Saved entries
========================================

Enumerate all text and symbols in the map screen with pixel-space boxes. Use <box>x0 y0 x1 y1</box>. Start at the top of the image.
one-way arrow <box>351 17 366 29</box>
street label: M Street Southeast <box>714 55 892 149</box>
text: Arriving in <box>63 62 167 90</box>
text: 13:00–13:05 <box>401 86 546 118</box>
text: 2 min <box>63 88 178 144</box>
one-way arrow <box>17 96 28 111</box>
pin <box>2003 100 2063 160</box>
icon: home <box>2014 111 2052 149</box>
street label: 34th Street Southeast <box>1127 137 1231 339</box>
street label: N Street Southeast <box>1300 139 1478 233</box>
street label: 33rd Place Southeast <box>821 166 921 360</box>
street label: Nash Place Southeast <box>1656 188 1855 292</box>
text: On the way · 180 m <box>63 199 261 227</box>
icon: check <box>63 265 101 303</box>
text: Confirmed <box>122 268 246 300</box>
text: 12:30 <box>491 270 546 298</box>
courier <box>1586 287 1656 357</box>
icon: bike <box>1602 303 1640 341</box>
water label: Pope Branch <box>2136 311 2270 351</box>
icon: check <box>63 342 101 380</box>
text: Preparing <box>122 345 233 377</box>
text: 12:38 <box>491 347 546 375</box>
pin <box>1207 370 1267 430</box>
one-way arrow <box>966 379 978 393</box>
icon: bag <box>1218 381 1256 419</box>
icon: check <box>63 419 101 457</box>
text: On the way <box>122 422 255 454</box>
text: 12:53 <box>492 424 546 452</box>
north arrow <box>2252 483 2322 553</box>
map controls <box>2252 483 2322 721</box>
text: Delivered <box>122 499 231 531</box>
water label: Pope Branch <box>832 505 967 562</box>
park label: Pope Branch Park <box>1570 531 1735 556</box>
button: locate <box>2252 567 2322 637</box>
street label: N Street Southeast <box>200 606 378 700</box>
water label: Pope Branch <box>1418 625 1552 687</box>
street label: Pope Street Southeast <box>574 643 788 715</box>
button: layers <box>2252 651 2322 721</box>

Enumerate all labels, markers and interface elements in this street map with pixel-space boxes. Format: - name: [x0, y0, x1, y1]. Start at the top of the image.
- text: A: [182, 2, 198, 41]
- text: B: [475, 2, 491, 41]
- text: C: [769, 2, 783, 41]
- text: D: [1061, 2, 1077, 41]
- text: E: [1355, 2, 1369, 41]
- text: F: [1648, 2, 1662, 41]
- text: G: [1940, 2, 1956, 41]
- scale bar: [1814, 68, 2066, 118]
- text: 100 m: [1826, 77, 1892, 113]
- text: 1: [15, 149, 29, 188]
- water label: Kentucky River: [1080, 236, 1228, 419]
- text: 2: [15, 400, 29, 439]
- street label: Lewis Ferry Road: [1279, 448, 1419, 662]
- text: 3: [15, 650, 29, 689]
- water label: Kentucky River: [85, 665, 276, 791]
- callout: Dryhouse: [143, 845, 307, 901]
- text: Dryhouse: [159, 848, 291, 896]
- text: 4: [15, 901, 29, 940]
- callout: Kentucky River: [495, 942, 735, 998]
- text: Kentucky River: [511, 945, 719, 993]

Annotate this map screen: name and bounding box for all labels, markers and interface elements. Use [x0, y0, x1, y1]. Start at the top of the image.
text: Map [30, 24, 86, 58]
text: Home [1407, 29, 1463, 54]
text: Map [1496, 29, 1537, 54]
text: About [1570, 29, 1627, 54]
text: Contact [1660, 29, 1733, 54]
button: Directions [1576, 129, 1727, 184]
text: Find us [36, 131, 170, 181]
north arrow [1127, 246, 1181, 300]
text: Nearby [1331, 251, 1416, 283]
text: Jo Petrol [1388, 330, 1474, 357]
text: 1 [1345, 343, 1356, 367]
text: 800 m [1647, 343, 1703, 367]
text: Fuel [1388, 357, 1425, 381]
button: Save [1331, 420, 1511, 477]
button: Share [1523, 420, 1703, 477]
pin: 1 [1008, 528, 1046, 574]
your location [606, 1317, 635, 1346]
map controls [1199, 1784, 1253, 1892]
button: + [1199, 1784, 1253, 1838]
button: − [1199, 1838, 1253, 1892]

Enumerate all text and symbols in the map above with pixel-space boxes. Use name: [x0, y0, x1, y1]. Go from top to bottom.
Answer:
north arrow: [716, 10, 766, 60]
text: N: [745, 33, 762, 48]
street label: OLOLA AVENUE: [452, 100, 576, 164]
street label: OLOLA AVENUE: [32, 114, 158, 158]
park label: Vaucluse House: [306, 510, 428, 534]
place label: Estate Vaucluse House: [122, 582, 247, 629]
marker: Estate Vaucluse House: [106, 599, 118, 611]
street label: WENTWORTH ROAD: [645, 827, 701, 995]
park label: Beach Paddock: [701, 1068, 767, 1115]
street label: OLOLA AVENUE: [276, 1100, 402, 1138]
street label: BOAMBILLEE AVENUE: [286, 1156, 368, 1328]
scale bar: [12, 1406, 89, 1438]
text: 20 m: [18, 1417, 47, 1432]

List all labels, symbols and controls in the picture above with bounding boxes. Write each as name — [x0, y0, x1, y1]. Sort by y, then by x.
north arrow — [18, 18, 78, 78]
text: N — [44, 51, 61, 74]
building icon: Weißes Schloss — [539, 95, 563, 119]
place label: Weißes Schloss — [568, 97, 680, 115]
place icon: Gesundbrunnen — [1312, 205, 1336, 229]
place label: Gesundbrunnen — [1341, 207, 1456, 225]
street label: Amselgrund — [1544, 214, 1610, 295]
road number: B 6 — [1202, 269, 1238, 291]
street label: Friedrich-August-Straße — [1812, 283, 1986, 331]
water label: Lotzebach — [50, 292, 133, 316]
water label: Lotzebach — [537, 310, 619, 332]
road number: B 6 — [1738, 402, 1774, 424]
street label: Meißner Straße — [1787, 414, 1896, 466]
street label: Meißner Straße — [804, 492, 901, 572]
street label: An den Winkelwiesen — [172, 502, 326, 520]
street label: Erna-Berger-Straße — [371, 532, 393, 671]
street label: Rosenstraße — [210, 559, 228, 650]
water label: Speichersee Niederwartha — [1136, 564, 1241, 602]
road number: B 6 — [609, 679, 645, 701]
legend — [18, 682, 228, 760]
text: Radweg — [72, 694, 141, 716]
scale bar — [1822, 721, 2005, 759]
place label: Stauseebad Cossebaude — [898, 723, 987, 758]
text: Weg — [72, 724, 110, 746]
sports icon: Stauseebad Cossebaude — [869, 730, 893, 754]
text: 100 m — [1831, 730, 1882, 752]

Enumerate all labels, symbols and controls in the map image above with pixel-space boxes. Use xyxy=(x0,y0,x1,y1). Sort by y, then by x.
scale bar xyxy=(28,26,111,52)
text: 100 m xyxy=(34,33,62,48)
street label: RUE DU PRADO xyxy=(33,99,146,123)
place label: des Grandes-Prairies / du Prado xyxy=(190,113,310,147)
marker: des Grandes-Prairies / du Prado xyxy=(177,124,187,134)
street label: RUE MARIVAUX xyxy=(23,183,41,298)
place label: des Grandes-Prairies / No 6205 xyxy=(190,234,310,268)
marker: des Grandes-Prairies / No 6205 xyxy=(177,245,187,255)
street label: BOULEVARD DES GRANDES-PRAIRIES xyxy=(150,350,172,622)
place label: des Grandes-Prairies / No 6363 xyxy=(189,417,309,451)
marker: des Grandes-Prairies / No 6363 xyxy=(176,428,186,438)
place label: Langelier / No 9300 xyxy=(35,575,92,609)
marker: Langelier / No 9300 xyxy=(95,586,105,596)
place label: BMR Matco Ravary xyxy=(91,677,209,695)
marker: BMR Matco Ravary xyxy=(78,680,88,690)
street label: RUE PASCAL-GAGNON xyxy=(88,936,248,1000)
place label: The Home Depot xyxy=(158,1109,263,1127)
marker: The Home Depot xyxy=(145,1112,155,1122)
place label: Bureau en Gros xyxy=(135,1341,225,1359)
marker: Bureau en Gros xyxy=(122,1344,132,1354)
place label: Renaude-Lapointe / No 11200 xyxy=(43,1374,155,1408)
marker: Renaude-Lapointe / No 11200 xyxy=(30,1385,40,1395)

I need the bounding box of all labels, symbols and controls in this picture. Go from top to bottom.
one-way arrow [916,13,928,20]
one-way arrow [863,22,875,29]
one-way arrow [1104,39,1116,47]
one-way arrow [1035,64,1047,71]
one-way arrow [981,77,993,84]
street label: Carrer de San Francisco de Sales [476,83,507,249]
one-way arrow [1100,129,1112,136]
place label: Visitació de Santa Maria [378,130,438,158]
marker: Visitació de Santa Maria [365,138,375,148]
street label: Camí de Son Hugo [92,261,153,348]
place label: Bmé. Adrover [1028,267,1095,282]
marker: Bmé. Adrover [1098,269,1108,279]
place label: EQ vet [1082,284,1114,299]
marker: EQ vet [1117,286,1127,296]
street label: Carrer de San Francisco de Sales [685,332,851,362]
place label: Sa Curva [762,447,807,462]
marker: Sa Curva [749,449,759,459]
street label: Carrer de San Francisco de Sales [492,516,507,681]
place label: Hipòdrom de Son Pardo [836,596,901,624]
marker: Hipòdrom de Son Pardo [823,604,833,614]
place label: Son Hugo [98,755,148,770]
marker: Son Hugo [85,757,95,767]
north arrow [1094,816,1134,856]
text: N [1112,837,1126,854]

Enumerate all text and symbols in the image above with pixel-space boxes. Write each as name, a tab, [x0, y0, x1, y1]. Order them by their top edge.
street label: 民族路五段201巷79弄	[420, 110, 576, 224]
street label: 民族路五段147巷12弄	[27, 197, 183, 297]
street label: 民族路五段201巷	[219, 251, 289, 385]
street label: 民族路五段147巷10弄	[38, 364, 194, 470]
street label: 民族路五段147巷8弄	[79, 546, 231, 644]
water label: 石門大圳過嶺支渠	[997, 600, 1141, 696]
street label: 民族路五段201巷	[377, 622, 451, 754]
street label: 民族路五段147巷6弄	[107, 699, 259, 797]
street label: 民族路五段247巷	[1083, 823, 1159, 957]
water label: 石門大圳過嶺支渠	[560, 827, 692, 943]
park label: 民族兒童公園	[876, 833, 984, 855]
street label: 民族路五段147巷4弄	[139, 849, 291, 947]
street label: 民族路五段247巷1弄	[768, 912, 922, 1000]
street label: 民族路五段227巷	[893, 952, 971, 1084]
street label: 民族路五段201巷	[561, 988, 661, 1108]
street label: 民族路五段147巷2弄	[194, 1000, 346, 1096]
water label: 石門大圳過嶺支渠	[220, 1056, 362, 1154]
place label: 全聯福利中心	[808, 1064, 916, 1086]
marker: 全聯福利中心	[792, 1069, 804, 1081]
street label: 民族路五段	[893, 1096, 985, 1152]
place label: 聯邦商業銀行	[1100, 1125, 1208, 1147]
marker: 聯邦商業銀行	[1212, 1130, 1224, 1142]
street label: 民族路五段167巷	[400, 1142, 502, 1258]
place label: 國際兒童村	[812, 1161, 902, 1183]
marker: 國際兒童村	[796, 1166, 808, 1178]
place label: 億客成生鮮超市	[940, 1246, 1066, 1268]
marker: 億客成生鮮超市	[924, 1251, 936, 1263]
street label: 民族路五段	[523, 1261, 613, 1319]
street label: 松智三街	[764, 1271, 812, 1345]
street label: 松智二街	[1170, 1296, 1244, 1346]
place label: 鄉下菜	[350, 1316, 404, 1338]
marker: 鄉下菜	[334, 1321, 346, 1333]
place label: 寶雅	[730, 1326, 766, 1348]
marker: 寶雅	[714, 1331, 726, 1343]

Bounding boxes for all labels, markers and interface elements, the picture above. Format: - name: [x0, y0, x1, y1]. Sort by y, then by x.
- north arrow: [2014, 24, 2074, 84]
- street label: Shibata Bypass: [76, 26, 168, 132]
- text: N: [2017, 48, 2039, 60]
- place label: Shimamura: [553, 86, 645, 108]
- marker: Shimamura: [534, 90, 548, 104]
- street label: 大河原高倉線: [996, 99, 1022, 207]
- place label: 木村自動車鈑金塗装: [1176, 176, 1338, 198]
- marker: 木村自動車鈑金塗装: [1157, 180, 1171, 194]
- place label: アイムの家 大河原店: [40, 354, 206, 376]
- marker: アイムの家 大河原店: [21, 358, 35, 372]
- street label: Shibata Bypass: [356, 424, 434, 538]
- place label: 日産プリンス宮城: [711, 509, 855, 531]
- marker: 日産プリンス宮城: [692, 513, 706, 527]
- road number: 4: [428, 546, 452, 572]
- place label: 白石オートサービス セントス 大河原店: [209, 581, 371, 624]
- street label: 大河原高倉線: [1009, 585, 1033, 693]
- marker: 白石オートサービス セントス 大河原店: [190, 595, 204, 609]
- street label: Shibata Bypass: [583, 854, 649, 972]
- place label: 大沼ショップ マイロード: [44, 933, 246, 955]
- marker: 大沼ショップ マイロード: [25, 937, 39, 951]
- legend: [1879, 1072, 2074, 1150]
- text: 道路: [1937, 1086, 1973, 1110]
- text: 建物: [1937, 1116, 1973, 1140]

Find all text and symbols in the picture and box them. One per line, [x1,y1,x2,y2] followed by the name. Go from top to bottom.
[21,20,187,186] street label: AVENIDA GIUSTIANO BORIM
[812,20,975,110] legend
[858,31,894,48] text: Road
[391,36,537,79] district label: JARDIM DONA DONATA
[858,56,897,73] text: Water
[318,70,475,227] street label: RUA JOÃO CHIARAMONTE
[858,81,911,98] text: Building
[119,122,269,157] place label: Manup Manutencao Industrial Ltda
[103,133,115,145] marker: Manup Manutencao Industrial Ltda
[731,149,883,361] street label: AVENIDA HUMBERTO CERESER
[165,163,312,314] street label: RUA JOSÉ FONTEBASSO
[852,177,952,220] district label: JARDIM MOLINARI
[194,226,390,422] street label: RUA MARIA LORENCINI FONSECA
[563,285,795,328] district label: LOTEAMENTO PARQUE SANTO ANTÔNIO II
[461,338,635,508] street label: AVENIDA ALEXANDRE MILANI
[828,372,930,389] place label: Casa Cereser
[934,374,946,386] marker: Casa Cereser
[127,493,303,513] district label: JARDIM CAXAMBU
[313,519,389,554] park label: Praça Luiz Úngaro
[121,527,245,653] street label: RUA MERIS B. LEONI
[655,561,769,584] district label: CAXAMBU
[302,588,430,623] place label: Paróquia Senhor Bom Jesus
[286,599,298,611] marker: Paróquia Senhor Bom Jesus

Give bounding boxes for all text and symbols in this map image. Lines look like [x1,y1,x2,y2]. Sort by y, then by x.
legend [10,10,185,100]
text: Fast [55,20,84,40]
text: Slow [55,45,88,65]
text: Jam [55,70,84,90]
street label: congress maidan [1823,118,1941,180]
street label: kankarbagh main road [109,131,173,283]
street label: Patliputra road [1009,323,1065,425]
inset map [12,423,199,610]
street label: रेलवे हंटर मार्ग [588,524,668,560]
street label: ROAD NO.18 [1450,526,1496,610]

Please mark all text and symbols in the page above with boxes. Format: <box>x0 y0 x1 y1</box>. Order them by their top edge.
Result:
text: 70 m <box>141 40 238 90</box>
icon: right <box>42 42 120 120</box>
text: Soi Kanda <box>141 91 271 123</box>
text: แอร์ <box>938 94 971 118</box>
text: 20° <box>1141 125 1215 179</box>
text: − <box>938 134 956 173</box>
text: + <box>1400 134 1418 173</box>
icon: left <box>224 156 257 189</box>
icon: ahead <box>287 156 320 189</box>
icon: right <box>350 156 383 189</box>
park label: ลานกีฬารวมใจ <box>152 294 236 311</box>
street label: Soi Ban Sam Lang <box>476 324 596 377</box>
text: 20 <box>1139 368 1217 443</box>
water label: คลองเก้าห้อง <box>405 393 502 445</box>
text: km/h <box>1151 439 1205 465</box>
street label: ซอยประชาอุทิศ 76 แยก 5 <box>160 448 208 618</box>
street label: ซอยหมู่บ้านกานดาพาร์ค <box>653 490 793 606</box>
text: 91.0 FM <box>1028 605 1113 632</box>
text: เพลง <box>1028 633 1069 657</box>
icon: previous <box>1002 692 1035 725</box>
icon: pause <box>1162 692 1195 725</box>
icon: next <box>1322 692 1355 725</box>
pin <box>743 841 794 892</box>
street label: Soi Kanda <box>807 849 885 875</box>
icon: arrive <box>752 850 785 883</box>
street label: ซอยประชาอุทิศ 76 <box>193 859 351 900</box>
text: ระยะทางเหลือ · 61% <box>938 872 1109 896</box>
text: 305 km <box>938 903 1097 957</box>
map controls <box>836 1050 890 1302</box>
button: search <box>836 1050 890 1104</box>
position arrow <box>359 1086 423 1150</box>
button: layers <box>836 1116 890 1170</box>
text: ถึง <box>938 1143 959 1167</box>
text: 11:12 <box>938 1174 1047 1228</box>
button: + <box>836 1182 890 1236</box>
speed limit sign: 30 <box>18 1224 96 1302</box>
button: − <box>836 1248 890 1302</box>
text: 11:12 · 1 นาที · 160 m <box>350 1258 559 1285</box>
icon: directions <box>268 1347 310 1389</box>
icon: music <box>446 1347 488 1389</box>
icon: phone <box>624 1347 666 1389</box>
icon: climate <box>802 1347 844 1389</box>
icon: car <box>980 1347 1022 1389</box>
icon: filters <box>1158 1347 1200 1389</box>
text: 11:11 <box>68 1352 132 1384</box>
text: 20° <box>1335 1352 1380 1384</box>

========================================

• _WORK REQUIRED_
Lines of the data above that include the string "Vaucluse" must each be copied.

• _WRITTEN SOLUTION_
park label: Vaucluse House: [306, 510, 428, 534]
place label: Estate Vaucluse House: [122, 582, 247, 629]
marker: Estate Vaucluse House: [106, 599, 118, 611]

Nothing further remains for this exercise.